Кл.слова (ненормированные):
organosolv lignin -- isolation -- structure -- catalytic depolymerization -- molecular weight -- application -- liquid hydrocarbons -- aerogels
Аннотация: The analysis of the literature on the methods of soluble organosolv lignins isolation, their physical-chemical study and on the method of their processing to porous aerogels and liquid hydrocarbons was carried out. A review of the literature allowed us to choice of the most important areas of research. For isolation from wood the soluble lignins free from sulfur the methods of catalytic peroxide delignification at mild conditions (temperature <= 100 degrees C, atmospheric pressure) and methods of lignin extraction by supercritical organic solvents were used.
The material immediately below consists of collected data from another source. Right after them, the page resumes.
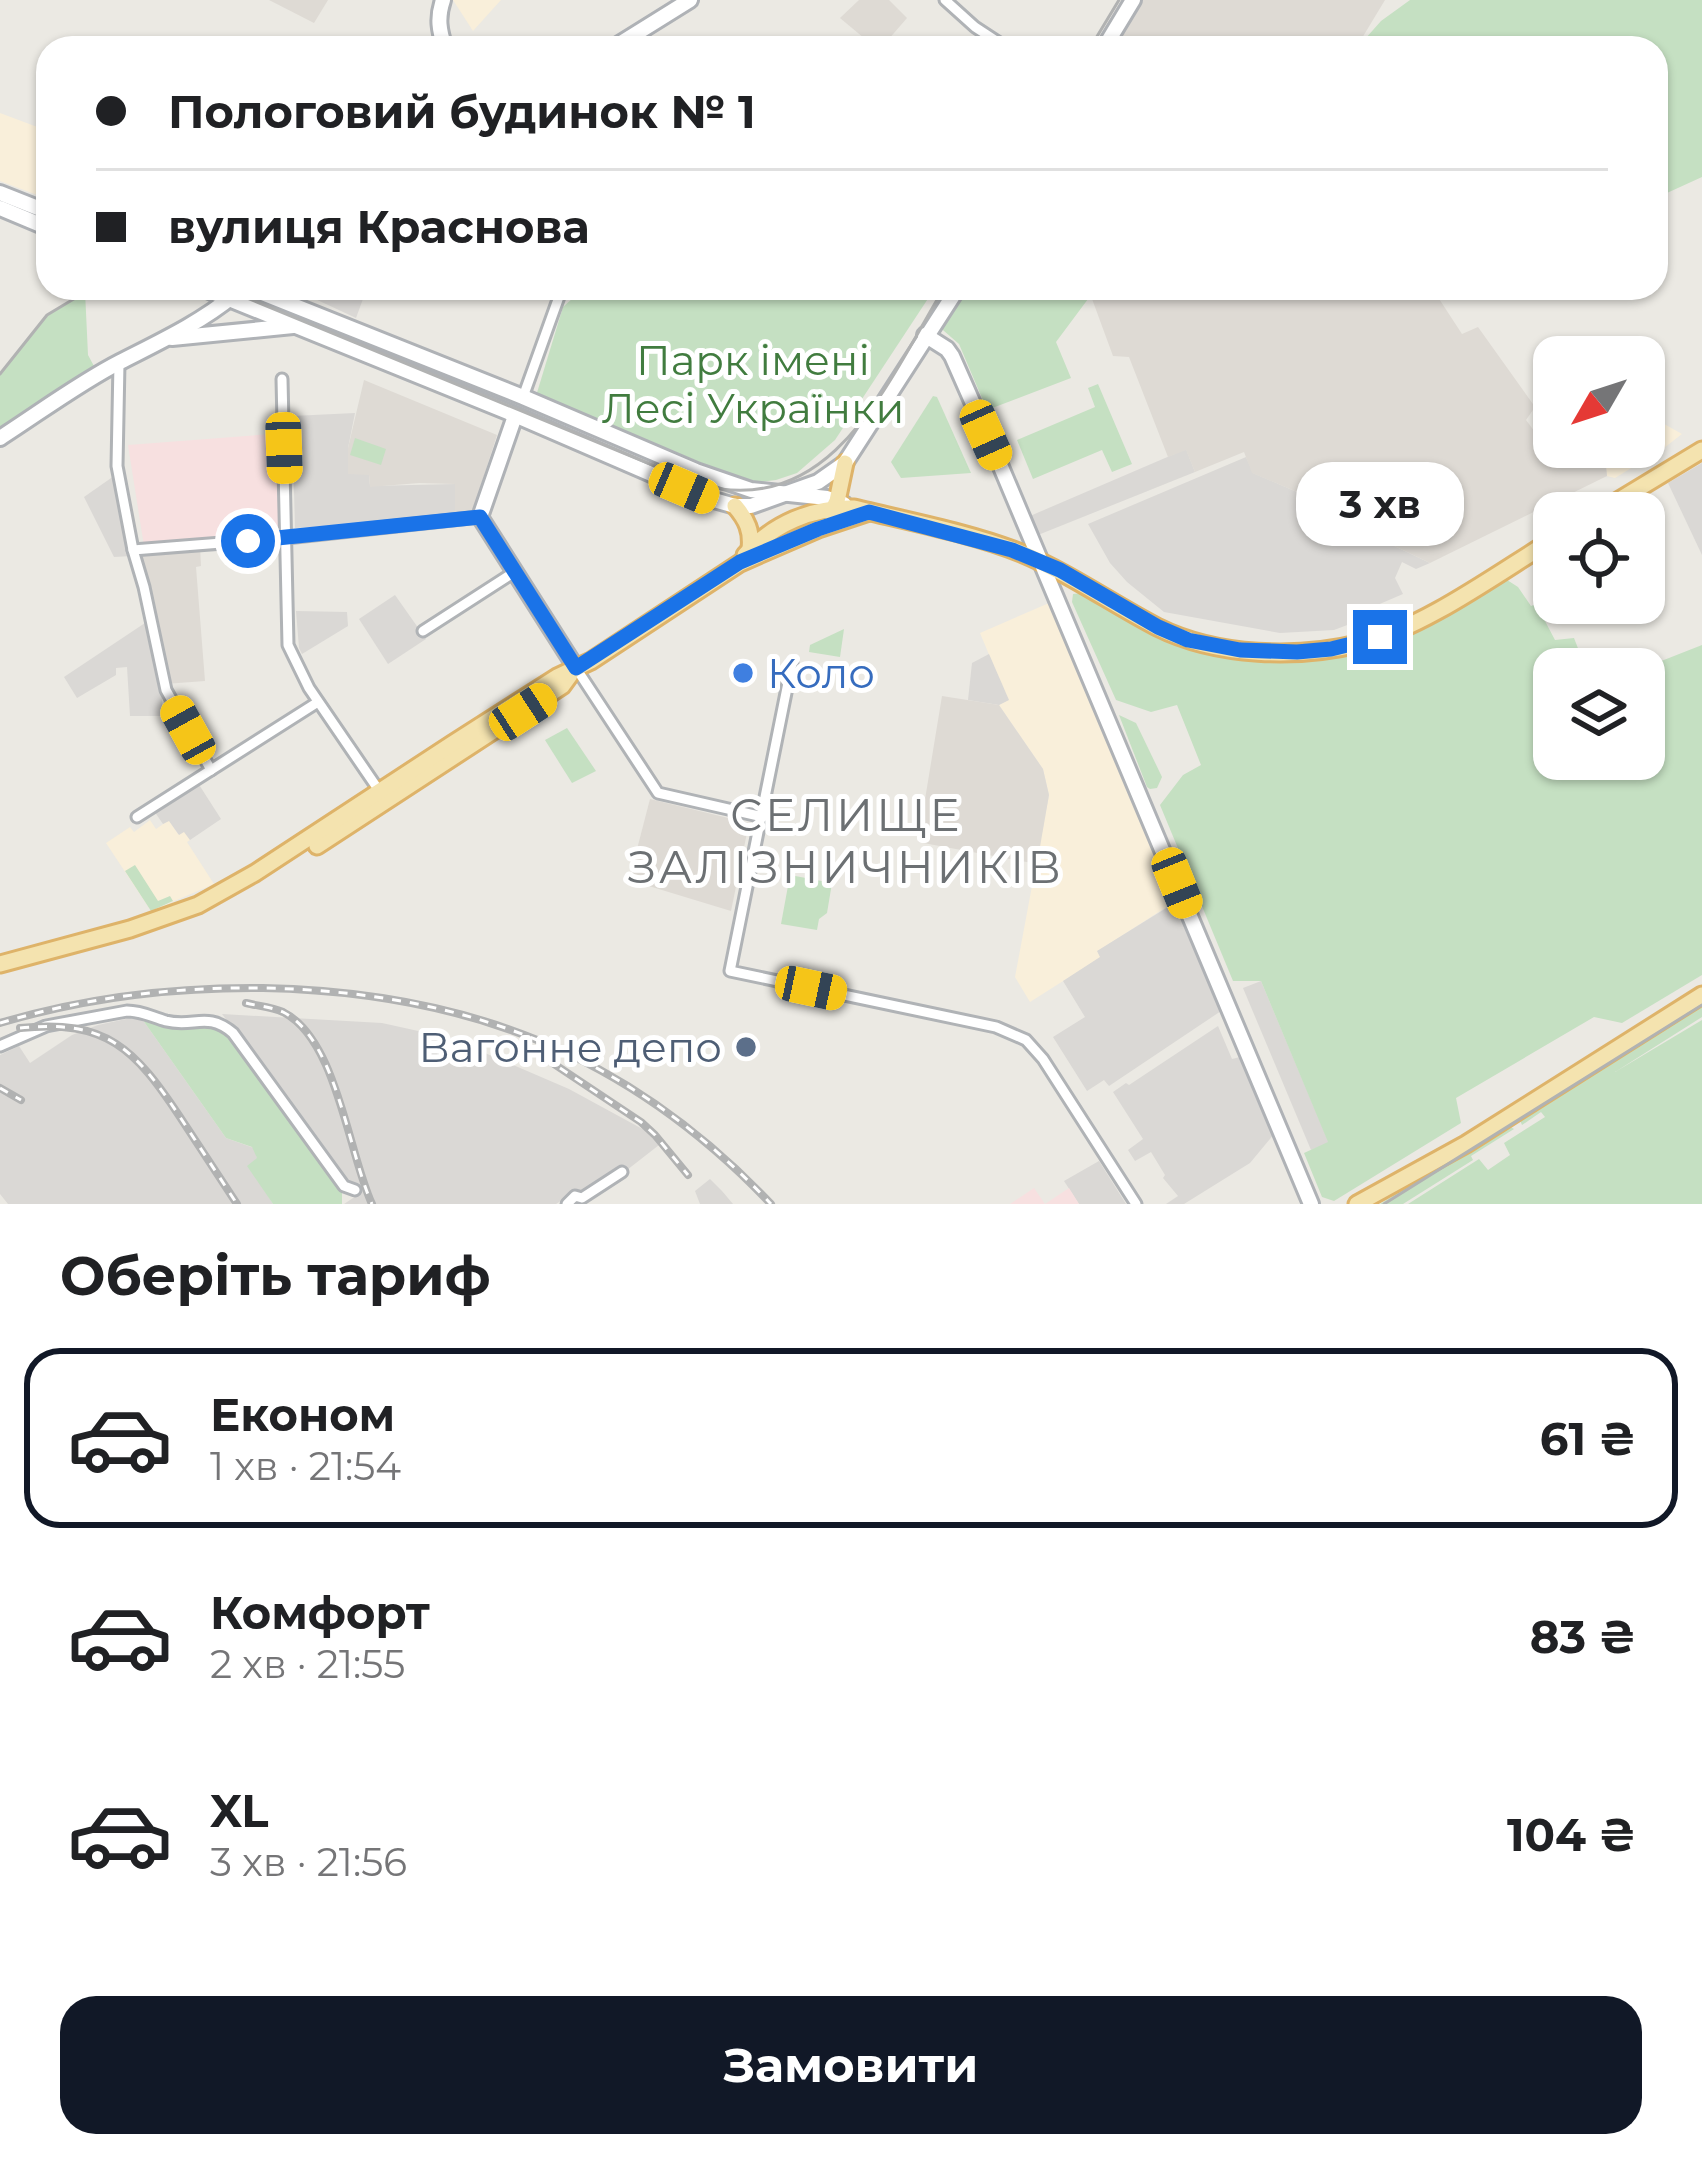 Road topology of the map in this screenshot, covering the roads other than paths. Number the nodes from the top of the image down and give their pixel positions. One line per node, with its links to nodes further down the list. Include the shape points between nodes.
1 (442, 0): 5 (main road)
2 (690, 0): 6 (main road)
3 (946, 0): 7 (street)
4 (1133, 0): 8 (main road)
5 (442, 36)
6 (632, 36)
7 (989, 36)
8 (1111, 36)
9 (0, 193): 10 (main road)
10 (36, 207)
11 (0, 208): 12 (main road)
12 (36, 223)
13 (228, 300): 20 (main road)
14 (253, 300): 18 (main road)
15 (262, 300): 23 (main road)
16 (558, 300): 23 (street)
17 (950, 300): 19 (main road)
18 (294, 326): 20 (main road); 24 (main road)
19 (925, 335): 27 (main road); 39 (main road, via 952,356)
20 (167, 338): 21 (main road)
21 (119, 363): 25 (main road); 36 (street, via 117,466)
22 (281, 379): 35 (street)
23 (523, 397): 28 (main road)
24 (515, 416): 31 (main road); 33 (main road)
25 (0, 438)
26 (1702, 450): 29 (main road)
27 (844, 466): 30 (main road); 32 (main road); 32 (main road)
28 (736, 485): 30 (main road); 31 (main road)
29 (1633, 492)
30 (788, 494): 31 (main road); 32 (main road)
31 (735, 506): 38 (main road, via 749,529)
32 (849, 507): 34 (main road); 34 (main road); 38 (main road, via 802,516); 39 (main road)
33 (480, 517): 35 (street); 40 (main road)
34 (818, 529): 38 (main road)
35 (286, 538): 36 (street); 44 (street, via 288,645)
36 (133, 550): 45 (street, via 166,691)
37 (1533, 552): 39 (main road, via 1394,632 1297,652 1188,640)
38 (745, 556): 43 (main road)
39 (1040, 561): 57 (main road)
40 (516, 571): 41 (street); 43 (main road)
41 (423, 631)
42 (792, 663): 48 (street)
43 (576, 668): 46 (main road); 48 (street, via 658,793); 50 (main road, via 523,712 203,914)
44 (318, 702): 45 (street); 46 (street)
45 (211, 770): 47 (street)
46 (380, 792): 49 (main road, via 198,905)
47 (137, 817)
48 (763, 817): 56 (street, via 730,971 1019,1036 1043,1059)
49 (0, 964)
50 (0, 975)
51 (1702, 995): 58 (main road)
52 (0, 1046): 54 (street, via 46,1026 127,1011 172,1023 212,1020 233,1033 344,1186)
53 (622, 1172): 55 (street)
54 (356, 1190)
55 (567, 1204)
56 (1136, 1204)
57 (1311, 1204)
58 (1357, 1204) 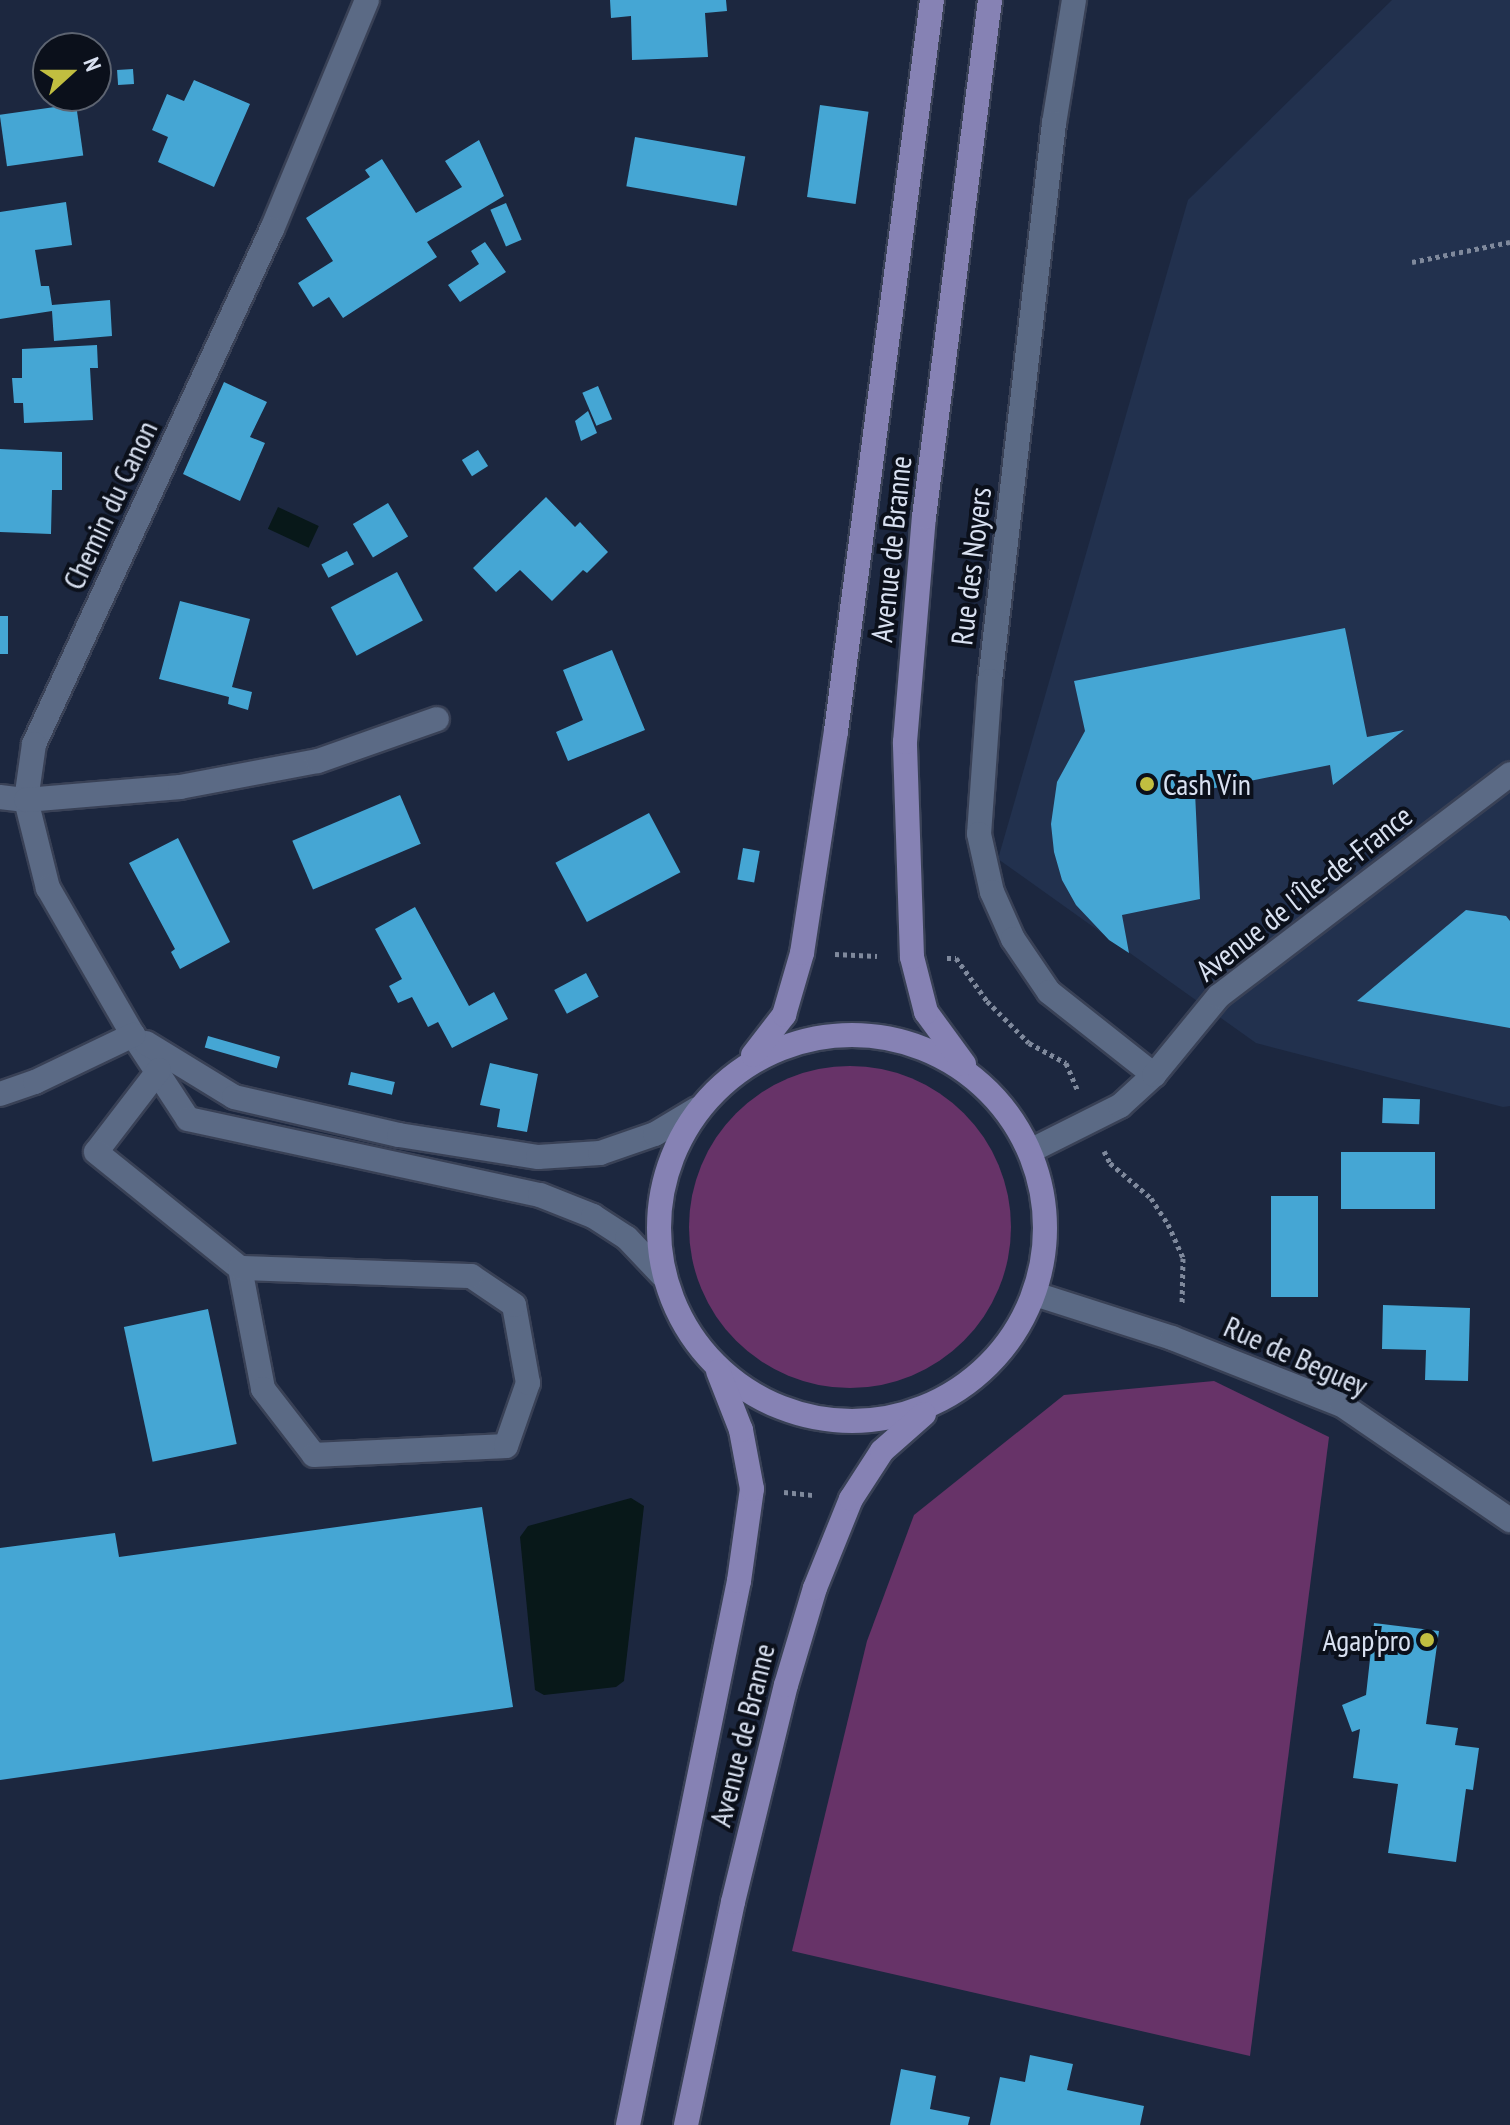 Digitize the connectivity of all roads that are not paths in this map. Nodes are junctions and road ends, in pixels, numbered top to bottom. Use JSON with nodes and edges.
{"nodes":[{"id":1,"x":367,"y":0,"type":"edge"},
{"id":2,"x":932,"y":0,"type":"edge"},
{"id":3,"x":990,"y":0,"type":"edge"},
{"id":4,"x":1074,"y":0,"type":"edge"},
{"id":5,"x":437,"y":719,"type":"dead end"},
{"id":6,"x":1510,"y":774,"type":"edge"},
{"id":7,"x":0,"y":797,"type":"edge"},
{"id":8,"x":26,"y":800,"type":"junction"},
{"id":9,"x":133,"y":1035,"type":"junction"},
{"id":10,"x":159,"y":1070,"type":"junction"},
{"id":11,"x":731,"y":1075,"type":"junction"},
{"id":12,"x":1154,"y":1075,"type":"junction"},
{"id":13,"x":984,"y":1086,"type":"junction"},
{"id":14,"x":0,"y":1094,"type":"edge"},
{"id":15,"x":697,"y":1109,"type":"junction"},
{"id":16,"x":1030,"y":1151,"type":"junction"},
{"id":17,"x":240,"y":1268,"type":"junction"},
{"id":18,"x":662,"y":1275,"type":"junction"},
{"id":19,"x":1035,"y":1294,"type":"junction"},
{"id":20,"x":717,"y":1368,"type":"junction"},
{"id":21,"x":942,"y":1401,"type":"junction"},
{"id":22,"x":1510,"y":1520,"type":"edge"},
{"id":23,"x":628,"y":2125,"type":"edge"},
{"id":24,"x":686,"y":2125,"type":"edge"}],
"edges":[{"from":1,"to":8,"type":"street","name":"Chemin du Canon"},
{"from":2,"to":11,"type":"main road","name":"Avenue de Branne"},
{"from":3,"to":13,"type":"main road","name":"Avenue de Branne"},
{"from":4,"to":12,"type":"street","name":"Rue des Noyers"},
{"from":5,"to":8,"type":"street"},
{"from":6,"to":12,"type":"street","name":"Avenue de l'Île-de-France"},
{"from":7,"to":8,"type":"street"},
{"from":8,"to":9,"type":"street","name":"Chemin du Canon"},
{"from":9,"to":10,"type":"street","name":"Chemin du Canon"},
{"from":9,"to":14,"type":"street"},
{"from":9,"to":15,"type":"street"},
{"from":10,"to":17,"type":"street"},
{"from":10,"to":18,"type":"street","name":"Chemin du Canon"},
{"from":11,"to":13,"type":"main road"},
{"from":11,"to":15,"type":"main road"},
{"from":12,"to":16,"type":"street","name":"Avenue de l'Île-de-France"},
{"from":13,"to":16,"type":"main road","name":"Avenue de Branne"},
{"from":15,"to":18,"type":"main road"},
{"from":16,"to":19,"type":"main road","name":"Avenue de Branne"},
{"from":17,"to":17,"type":"street"},
{"from":18,"to":20,"type":"main road"},
{"from":19,"to":21,"type":"main road","name":"Avenue de Branne"},
{"from":19,"to":22,"type":"street","name":"Rue de Beguey"},
{"from":20,"to":21,"type":"main road"},
{"from":20,"to":23,"type":"main road","name":"Avenue de Branne"},
{"from":21,"to":24,"type":"main road","name":"Avenue de Branne"}]}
Molecular mass and molecular-mass distribution of ethanol-lignin samples isolated from aspenwood and abies-wood were studied by gel-permeation chromatography. Weighted molecular mass of ethanol-lignin from abies wood is 478 Da and that from aspen wood ethanol-lignin - 750 Da. Thus, the studied samples of ethanol-lignin have rather low molecular mass, what should facilitate their further processing to liquid hydrocarbons and aerogels. For the depolymerization of organosolv lignins to liquid hydrocarbons the processes of their catalytic conversion in supercritical alcohols have good prospects for the use. In the processes of lignin thermal conversion alcohols can to extract the products of lignin depolymerization and to alkylate these products, preventing their repolymerization to high molecular mass substances. To obtain a new class of nanoporous materials based on lignin the methods of organic aerogels synthesis from mixtures of lignin with other natural polymers and crosslinking agents were applied. It was found that the structure and properties of porous materials of aerogel type depend not only from the reaction mixture composition but from the method of drying. Drying in subcritical conditions leads to the formation of xerogels, in supercritical conditions - to the formation aerogels and the freezdrying - of cryogels. Obtained porous materials can have very low density (around 0.2 g/cm(3)), high specific surface area (to 500 m(2)/g) and the pore volume near 5 cm(3)/g.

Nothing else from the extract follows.